**Task to complete**: Would you please transcribe the records below exactly, leaving out the pictures?

**Exercise materials**:
---*---

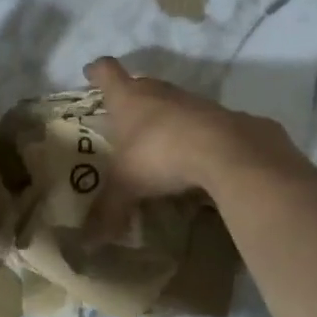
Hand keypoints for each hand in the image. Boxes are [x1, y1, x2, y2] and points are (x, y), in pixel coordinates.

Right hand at [82, 56, 292, 238]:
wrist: (229, 152)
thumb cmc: (162, 156)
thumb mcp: (128, 186)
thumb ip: (108, 210)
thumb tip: (87, 244)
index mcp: (130, 98)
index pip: (107, 72)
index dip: (98, 72)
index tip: (91, 73)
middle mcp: (161, 92)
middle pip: (143, 85)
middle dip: (134, 99)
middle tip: (126, 120)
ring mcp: (196, 102)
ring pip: (176, 103)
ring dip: (168, 118)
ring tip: (162, 145)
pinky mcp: (228, 117)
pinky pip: (206, 124)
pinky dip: (199, 137)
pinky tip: (199, 159)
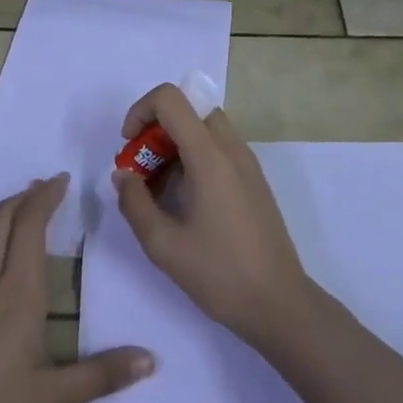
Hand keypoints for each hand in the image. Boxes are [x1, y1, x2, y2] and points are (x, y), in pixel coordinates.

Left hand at [0, 174, 152, 402]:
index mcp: (18, 292)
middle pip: (4, 218)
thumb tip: (151, 359)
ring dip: (3, 211)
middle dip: (27, 195)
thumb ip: (102, 374)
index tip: (62, 179)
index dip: (46, 196)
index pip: (32, 224)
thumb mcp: (51, 400)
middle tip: (46, 186)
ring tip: (21, 206)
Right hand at [112, 83, 312, 346]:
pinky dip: (194, 156)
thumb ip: (134, 203)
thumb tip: (123, 175)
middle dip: (157, 127)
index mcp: (210, 155)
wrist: (279, 304)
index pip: (171, 98)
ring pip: (204, 127)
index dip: (141, 111)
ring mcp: (247, 162)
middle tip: (142, 168)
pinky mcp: (254, 179)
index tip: (128, 146)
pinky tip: (185, 200)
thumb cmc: (219, 273)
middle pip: (189, 108)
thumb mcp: (163, 244)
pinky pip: (219, 147)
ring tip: (159, 188)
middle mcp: (231, 148)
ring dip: (175, 143)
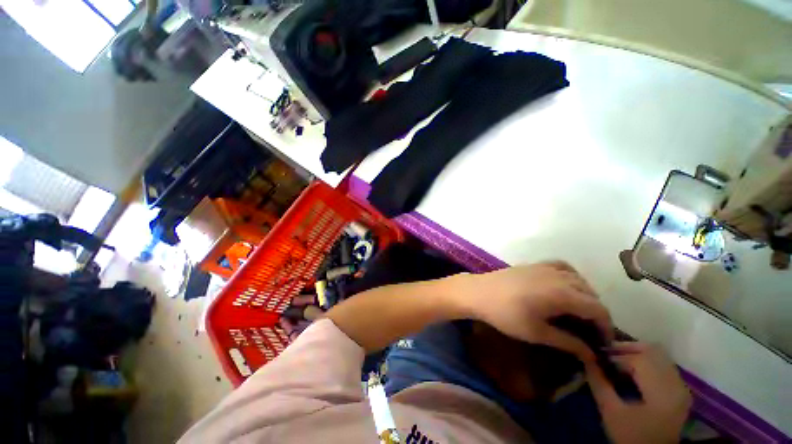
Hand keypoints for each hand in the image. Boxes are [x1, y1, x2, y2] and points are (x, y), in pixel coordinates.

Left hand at [455, 262, 612, 361]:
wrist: (478, 292)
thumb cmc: (506, 315)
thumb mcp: (537, 333)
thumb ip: (568, 342)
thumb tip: (592, 354)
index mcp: (563, 294)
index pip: (598, 309)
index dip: (605, 327)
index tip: (602, 343)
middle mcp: (559, 276)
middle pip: (591, 293)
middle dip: (596, 312)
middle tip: (590, 331)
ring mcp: (545, 266)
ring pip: (578, 279)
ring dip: (585, 295)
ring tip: (579, 311)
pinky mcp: (534, 264)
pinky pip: (562, 266)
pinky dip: (571, 276)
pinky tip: (564, 287)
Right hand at [587, 342, 691, 443]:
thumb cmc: (631, 436)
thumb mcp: (610, 412)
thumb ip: (598, 383)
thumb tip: (585, 357)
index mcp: (661, 392)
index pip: (638, 360)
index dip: (615, 356)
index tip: (597, 358)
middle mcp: (676, 385)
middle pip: (652, 351)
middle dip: (626, 348)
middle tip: (606, 352)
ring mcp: (681, 387)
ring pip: (660, 354)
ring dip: (636, 352)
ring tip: (617, 358)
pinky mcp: (680, 390)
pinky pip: (664, 363)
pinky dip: (646, 359)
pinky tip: (632, 368)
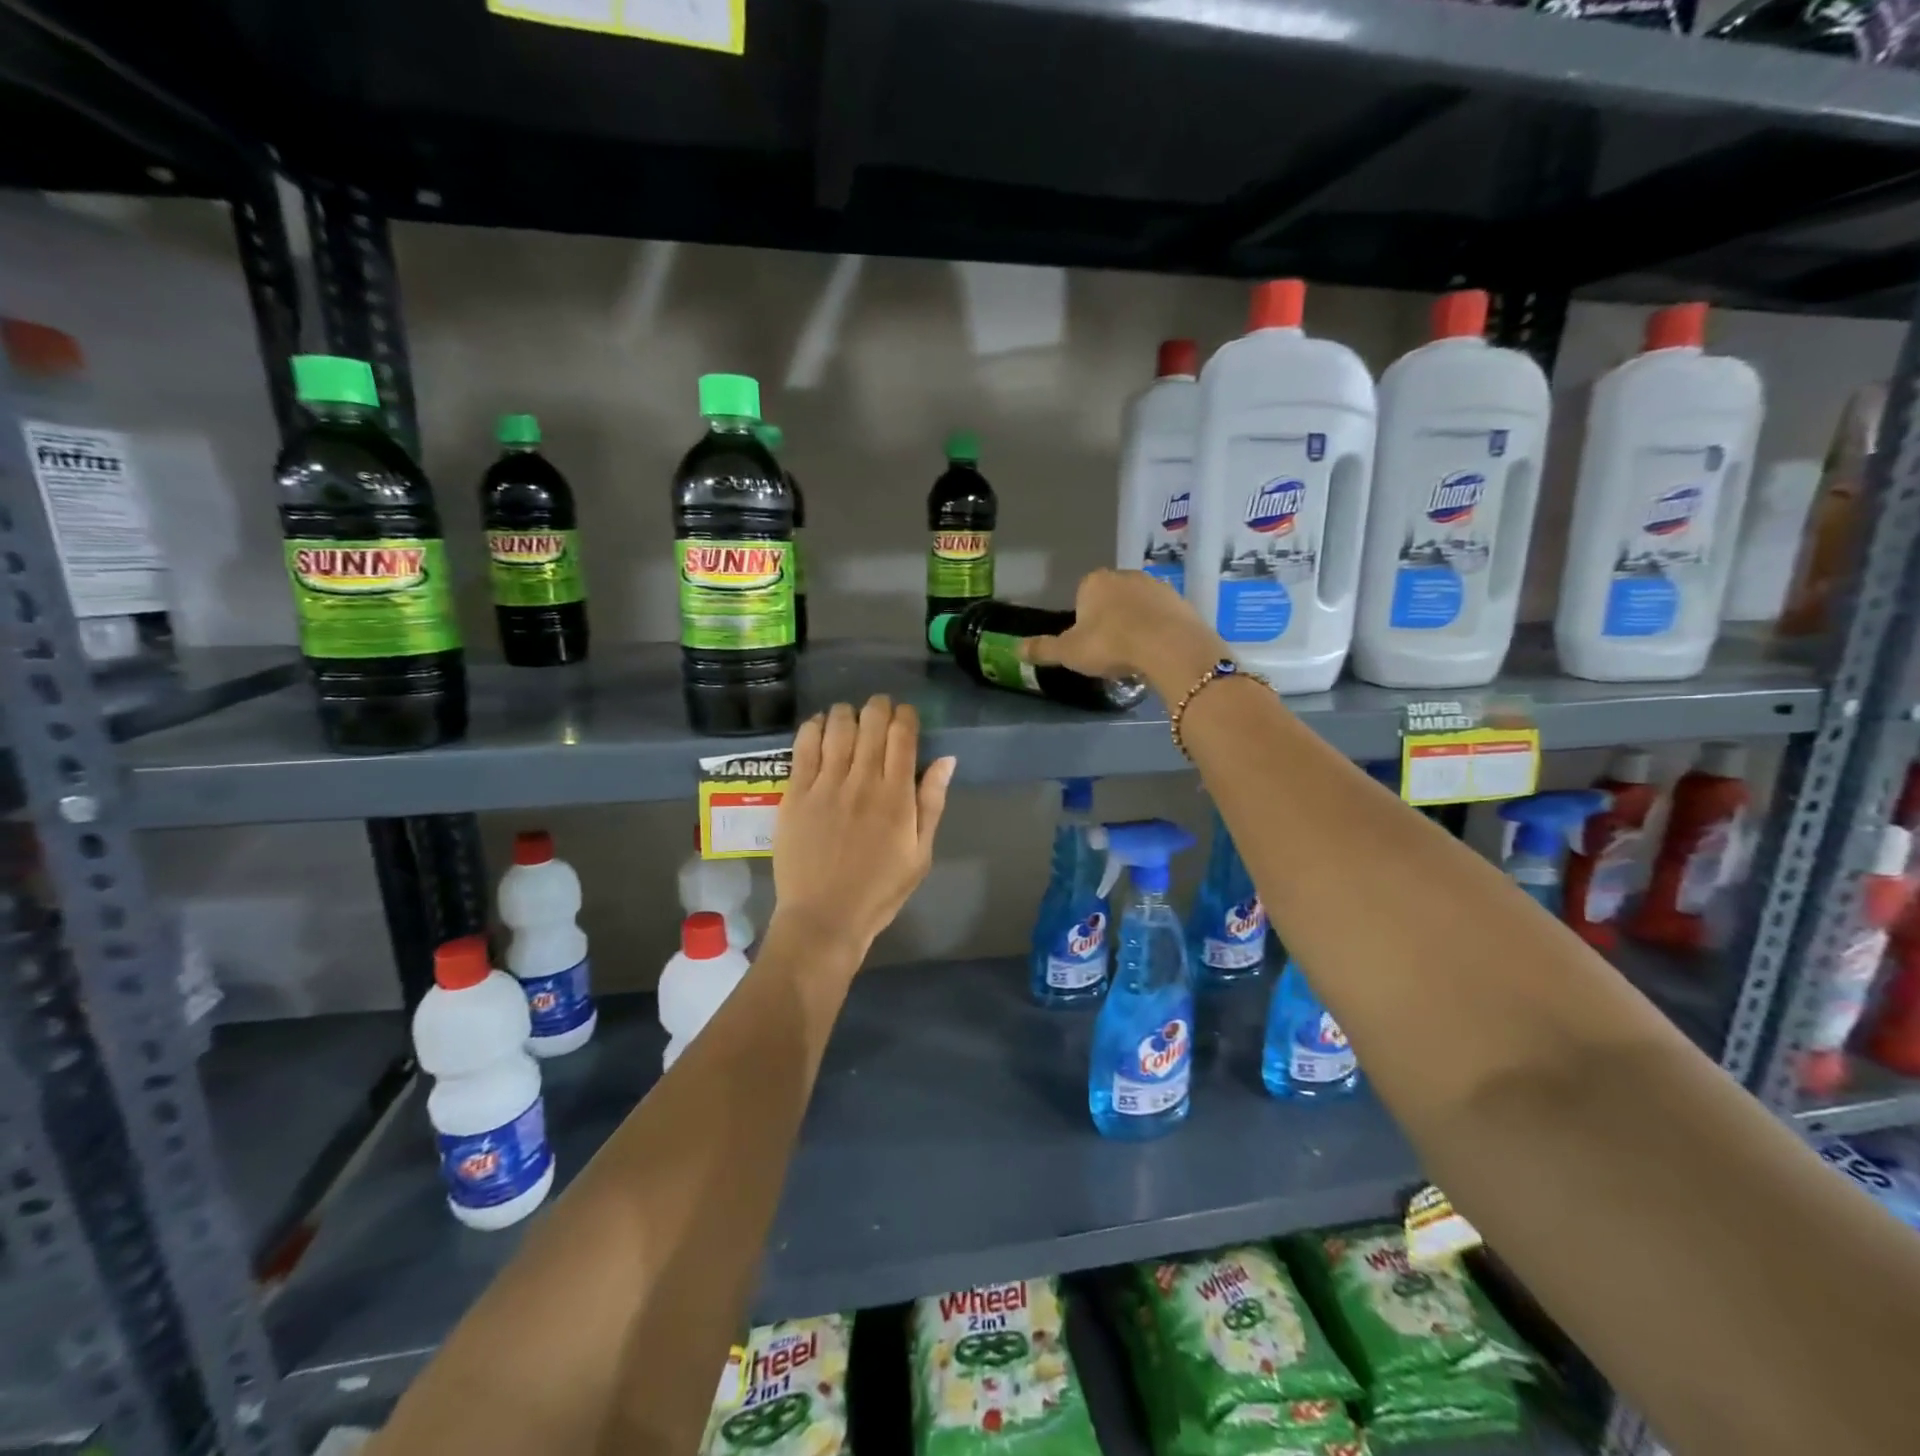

---*---

**Expected answer**:
Hand keypoints for each hand in the image. Boxes are [x1, y1, x2, y2] and points are (x, y), in pixel coordinates.

Right hand at [82, 56, 292, 238]:
wrist: (229, 152)
thumb cmc: (162, 156)
thumb mcp: (128, 186)
thumb ip: (108, 210)
thumb tip: (87, 244)
index mcp: (130, 98)
index pip: (107, 72)
index dip: (98, 72)
index tip: (91, 73)
middle mcp: (161, 92)
middle pip: (143, 85)
middle dip: (134, 99)
middle tip: (126, 120)
ring mcp: (196, 102)
ring pip: (176, 103)
ring dip: (168, 118)
ring tip: (162, 145)
pinky mcp: (228, 117)
pinky pip: (206, 124)
pinky dip: (199, 137)
pinky tip: (199, 159)
Hand keypoints for each hand in the image. Boxes are [x1, y1, x2, y2] and points are (x, y), in pixel coordinates.

Left hand at [0, 174, 152, 402]:
index mcp: (18, 292)
middle pip: (4, 218)
thumb tip: (151, 359)
ring dip: (3, 211)
middle dip: (27, 195)
thumb ip: (102, 374)
index tip: (62, 179)
index dip: (46, 196)
index pip: (32, 224)
thumb mcp: (51, 400)
middle tip: (46, 186)
ring tip: (21, 206)
Right hand at [112, 83, 312, 346]:
pinky dip: (194, 156)
thumb ip: (134, 203)
thumb tip: (123, 175)
middle dip: (157, 127)
index mcp: (210, 155)
wrist: (279, 304)
index pip: (171, 98)
ring pip: (204, 127)
index dip: (141, 111)
ring mcp: (247, 162)
middle tip: (142, 168)
pinky mcp: (254, 179)
index tip: (128, 146)
pinky tip: (185, 200)
thumb cmc: (219, 273)
middle pip: (189, 108)
thumb mcp: (163, 244)
pinky pip: (219, 147)
ring tip: (159, 188)
middle mcp: (231, 148)
ring dip: (175, 143)
Hand keypoints for each hand in the image. Boxes are [x1, y1, x2, y2] and points are (x, y), in pixel coordinates.

Left hand at [455, 262, 612, 361]:
wrist: (478, 292)
thumb cmc: (506, 315)
thumb mcp: (537, 333)
thumb ip: (568, 342)
thumb tip: (592, 354)
index mcp: (563, 294)
index pip: (598, 309)
index dip: (605, 327)
index tip: (602, 343)
middle mcp: (559, 276)
middle pip: (591, 293)
middle dip: (596, 312)
middle tip: (590, 331)
ring mcp: (545, 266)
ring pip: (578, 279)
ring dip: (585, 295)
ring tip: (579, 311)
pinky mcp: (534, 264)
pinky pip: (562, 266)
pinky dip: (571, 276)
pinky tip: (564, 287)
Right hand at [587, 342, 691, 443]:
thumb cmc: (631, 436)
thumb mcp: (610, 412)
thumb ip: (598, 383)
thumb tip: (585, 357)
index mcp: (661, 392)
index pip: (638, 360)
index dip: (615, 356)
index tip: (597, 358)
middle mcp: (676, 385)
middle pip: (652, 351)
middle dip: (626, 348)
middle tip: (606, 352)
ring mcp: (681, 387)
ring pip: (660, 354)
ring dip: (636, 352)
ring tip: (617, 358)
pinky mcp: (680, 390)
pinky pip: (664, 363)
pinky dip: (646, 359)
pinky tip: (632, 368)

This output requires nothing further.